Linux Network Programming, Part 1
Like most other Unix-based operating systems, Linux supports TCP/IP as its native network transport. In this series, we will assume you are fairly familiar with C programming on Linux and with Linux topics such as signals, forking, etc.
This article is a basic introduction to using the BSD socket interface for creating networked applications. In the next article, we will deal with issues involved in creating (network) daemon processes. Future articles will cover using remote procedure calls and developing with CORBA/distributed objects.
The TCP/IP suite of protocols allows two applications, running on either the same or separate computers connected by a network, to communicate. It was specifically designed to tolerate an unreliable network. TCP/IP allows two basic modes of operation—connection-oriented, reliable transmission and connectionless, unreliable transmission (TCP and UDP respectively). Figure 1 illustrates the distinct protocol layers in the TCP/IP suite stack.
Figure 1. TCP/IP Protocol Layers
TCP provides sequenced, reliable, bi-directional, connection-based bytestreams with transparent retransmission. In English, TCP breaks your messages up into chunks (not greater in size than 64KB) and ensures that all the chunks get to the destination without error and in the correct order. Being connection-based, a virtual connection has to be set up between one network entity and the other before they can communicate. UDP provides (very fast) connectionless, unreliable transfer of messages (of a fixed maximum length).

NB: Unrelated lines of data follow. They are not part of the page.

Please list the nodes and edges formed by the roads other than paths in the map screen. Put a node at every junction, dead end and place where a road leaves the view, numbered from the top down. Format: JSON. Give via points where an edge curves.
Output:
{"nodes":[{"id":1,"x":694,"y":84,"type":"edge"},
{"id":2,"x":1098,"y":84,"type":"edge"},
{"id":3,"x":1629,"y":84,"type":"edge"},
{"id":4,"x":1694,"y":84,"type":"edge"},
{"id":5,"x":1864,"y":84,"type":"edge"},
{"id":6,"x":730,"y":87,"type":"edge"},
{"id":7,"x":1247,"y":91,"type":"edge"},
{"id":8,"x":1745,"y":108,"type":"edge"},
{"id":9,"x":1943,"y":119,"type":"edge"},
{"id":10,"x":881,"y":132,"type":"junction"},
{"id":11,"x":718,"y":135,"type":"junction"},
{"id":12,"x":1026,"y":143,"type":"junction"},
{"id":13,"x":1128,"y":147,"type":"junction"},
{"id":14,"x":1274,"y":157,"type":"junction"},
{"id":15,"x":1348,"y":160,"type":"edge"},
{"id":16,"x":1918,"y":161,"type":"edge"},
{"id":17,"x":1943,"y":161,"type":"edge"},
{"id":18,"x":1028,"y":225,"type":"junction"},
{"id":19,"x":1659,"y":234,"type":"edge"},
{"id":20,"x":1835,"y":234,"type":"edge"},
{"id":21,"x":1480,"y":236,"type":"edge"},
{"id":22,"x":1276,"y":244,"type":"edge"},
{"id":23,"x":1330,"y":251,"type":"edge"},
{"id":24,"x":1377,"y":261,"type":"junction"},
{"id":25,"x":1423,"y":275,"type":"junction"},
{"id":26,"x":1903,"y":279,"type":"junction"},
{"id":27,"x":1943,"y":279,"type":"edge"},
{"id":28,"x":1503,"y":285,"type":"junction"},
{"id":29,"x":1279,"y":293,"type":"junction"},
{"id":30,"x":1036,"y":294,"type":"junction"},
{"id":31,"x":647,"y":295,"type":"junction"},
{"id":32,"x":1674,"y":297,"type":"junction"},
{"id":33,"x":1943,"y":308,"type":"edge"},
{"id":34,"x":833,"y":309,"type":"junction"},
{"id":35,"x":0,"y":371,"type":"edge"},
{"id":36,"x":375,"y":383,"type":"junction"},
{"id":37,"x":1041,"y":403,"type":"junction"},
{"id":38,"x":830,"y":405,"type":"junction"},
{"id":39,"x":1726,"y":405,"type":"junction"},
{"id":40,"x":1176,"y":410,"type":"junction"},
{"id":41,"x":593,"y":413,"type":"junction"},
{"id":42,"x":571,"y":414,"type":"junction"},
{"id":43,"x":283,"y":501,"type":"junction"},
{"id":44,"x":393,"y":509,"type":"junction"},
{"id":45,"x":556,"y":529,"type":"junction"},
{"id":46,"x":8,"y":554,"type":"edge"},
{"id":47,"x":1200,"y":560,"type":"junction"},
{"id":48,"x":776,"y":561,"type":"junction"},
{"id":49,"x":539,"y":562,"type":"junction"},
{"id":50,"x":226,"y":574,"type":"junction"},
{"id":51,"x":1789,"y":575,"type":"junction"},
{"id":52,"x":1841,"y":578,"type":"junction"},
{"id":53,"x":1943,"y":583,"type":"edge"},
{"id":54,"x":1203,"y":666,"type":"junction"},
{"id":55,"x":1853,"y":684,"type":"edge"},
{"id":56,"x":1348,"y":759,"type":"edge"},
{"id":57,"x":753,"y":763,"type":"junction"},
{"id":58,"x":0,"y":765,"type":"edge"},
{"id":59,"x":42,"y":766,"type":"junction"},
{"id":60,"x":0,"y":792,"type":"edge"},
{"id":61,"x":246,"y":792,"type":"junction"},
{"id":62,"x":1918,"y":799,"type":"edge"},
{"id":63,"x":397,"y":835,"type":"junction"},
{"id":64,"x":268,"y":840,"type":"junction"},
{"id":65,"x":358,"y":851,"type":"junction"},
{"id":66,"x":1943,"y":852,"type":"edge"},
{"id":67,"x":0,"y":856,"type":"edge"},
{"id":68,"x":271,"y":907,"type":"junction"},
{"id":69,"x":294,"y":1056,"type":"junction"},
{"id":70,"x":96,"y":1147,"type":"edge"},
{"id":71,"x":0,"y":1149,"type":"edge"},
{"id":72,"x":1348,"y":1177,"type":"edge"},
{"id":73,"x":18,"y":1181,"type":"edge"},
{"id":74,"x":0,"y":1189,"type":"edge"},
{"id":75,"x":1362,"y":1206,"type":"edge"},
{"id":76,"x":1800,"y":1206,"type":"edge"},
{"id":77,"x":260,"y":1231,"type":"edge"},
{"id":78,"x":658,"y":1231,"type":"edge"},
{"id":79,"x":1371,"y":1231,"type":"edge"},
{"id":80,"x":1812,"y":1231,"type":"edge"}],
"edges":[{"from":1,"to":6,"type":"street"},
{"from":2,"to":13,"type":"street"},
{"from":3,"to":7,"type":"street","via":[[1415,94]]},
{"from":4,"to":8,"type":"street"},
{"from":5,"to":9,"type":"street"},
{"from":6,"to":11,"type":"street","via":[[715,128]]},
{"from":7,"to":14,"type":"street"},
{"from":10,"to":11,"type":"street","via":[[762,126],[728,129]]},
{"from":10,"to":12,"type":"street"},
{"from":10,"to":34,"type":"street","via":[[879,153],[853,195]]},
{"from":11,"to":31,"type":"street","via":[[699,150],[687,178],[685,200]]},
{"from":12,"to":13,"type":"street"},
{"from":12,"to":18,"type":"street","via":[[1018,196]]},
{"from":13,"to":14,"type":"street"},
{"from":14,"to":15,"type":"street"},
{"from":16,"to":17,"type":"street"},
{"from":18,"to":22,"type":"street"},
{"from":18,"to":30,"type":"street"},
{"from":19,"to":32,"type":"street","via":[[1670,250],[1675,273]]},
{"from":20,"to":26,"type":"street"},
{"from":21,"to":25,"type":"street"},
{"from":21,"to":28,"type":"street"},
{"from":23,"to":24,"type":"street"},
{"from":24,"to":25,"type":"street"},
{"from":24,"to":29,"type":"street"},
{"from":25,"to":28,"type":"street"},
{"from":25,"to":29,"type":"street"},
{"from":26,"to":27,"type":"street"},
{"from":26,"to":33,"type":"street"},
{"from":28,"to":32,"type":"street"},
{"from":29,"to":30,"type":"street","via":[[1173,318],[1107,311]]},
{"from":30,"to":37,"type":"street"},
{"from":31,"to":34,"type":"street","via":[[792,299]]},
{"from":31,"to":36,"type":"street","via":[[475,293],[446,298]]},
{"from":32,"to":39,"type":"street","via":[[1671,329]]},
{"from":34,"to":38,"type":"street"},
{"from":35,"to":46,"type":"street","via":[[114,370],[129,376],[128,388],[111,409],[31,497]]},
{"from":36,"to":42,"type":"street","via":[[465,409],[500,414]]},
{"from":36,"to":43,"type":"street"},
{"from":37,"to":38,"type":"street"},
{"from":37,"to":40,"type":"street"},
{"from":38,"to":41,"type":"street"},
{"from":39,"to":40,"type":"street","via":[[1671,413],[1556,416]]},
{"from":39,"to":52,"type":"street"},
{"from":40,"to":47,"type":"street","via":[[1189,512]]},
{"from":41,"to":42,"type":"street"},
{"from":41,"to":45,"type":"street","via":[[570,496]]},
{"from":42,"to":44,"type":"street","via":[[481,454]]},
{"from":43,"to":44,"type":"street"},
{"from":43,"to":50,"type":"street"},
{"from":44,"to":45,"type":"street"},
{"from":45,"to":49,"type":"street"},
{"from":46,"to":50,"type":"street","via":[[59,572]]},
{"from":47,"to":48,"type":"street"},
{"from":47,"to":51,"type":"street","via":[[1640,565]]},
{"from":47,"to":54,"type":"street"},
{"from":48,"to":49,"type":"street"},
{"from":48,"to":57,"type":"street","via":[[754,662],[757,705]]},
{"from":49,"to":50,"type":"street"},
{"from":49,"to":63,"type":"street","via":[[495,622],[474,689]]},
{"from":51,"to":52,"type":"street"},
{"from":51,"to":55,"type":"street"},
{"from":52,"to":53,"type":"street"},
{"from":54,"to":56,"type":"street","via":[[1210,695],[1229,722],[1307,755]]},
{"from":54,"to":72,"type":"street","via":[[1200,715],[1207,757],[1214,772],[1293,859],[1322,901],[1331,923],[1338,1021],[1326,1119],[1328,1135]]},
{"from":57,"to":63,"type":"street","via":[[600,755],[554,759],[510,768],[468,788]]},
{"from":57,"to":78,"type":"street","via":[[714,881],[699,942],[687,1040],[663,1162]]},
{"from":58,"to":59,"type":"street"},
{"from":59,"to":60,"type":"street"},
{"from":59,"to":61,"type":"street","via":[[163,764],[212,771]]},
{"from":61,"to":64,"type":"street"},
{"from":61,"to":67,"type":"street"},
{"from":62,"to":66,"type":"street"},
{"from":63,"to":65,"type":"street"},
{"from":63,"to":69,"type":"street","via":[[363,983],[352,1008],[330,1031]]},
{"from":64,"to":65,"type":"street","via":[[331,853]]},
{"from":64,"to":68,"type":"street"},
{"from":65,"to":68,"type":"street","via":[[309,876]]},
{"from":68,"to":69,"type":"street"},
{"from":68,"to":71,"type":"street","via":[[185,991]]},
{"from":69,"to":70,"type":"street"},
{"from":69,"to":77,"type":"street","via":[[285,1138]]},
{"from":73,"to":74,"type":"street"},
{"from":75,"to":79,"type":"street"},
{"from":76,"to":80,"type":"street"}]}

To allow applications to communicate with each other, either on the same machine (using loopback) or across different hosts, each application must be individually addressable.
TCP/IP addresses consist of two parts—an IP address to identify the machine and a port number to identify particular applications running on that machine.
The addresses are normally given in either the “dotted-quad” notation (i.e., 127.0.0.1) or as a host name (foobar.bundy.org). The system can use either the /etc/hosts file or the Domain Name Service (DNS) (if available) to translate host names to host addresses.
Port numbers range from 1 upwards. Ports between 1 and IPPORT_RESERVED (defined in /usr/include/netinet/in.h—typically 1024) are reserved for system use (i.e., you must be root to create a server to bind to these ports).
The simplest network applications follow the client-server model. A server process waits for a client process to connect to it. When the connection is established, the server performs some task on behalf of the client and then usually the connection is broken.
The most popular method of TCP/IP programming is to use the BSD socket interface. With this, network endpoints (IP address and port number) are represented as sockets.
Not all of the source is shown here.